To prepare bright eyed, bushy tailed young managers and indeed, young enterpreneurs eco or not, for the challenges that the business world has laid out for them, dramatic shifts in their education and training – as well as a new Hippocratic Oath will be necessary, say Rakesh Khurana and Nitin Nohria of Harvard’s Business School.
Bryan Gallagher already brought up the need to seriously shake up the undergraduate silos system to keep up with business reality and demand for corporate environmental and social responsibility (CESR) leaders.
Khurana and Nohria want it to happen at the MBA level.
They vie for business school CESR embedded — not ghettoized from the rest of the curriculum — courses that go beyond the old school market logic that dominates so many MBA curriculums.

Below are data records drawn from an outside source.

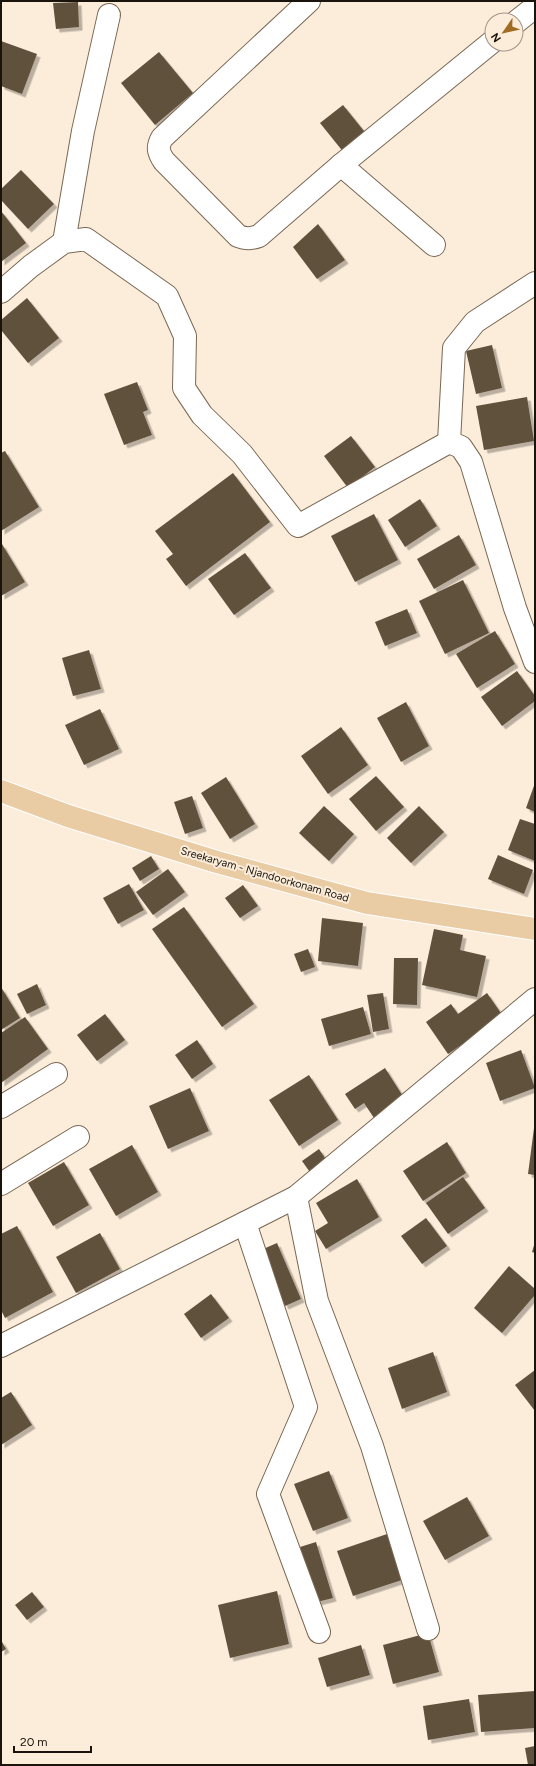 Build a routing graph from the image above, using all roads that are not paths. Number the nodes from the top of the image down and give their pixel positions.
1 (309, 1) edge
2 (535, 7) edge
3 (109, 15) dead end
4 (524, 16) edge
5 (484, 49) edge
6 (341, 165) junction
7 (64, 242) junction
8 (434, 245) dead end
9 (535, 283) edge
10 (1, 292) edge
11 (449, 442) junction
12 (527, 615) edge
13 (535, 662) edge
14 (1, 791) edge
15 (534, 924) edge
16 (535, 999) edge
17 (56, 1074) dead end
18 (1, 1107) edge
19 (78, 1137) dead end
20 (1, 1184) edge
21 (296, 1197) junction
22 (245, 1223) junction
23 (1, 1346) edge
24 (428, 1629) dead end
25 (318, 1632) dead end

1 - 6 street
2 - 4 street
3 - 7 street
5 - 6 street
6 - 8 street
7 - 10 street
7 - 11 street
9 - 11 street
11 - 12 street
12 - 13 street
14 - 15 main road, Sreekaryam - Njandoorkonam Road
16 - 21 street
17 - 18 street
19 - 20 street
21 - 22 street
21 - 24 street
22 - 23 street
22 - 25 street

They also support the need to get rid of the misleading idea that management is to practice slavish devotion to the needs of its shareholders.
“Management, in other words, will have to become more like the learned professions of medicine and law. Professions such as these are, at least in theory, characterized by an orientation to serving society–and they have something the profession of management does not have–a normative code or oath that encourages leaders to consider the broader implications of their actions.”
Yes, this sounds like the “been there, done that” of corporate codes of ethics at many organizations but no: Khurana and Nohria are calling for a global golden rule law that is as unassailable as a doctor’s oath is to a patient.
No it won’t be easy and executives will drag their feet until of course, some element of fear hits home.
“Perhaps the frightening and complex issue of climate change will serve as a wake up call for managers and business educators, spurring them to create their own code of conduct,” suggest Khurana and Nohria.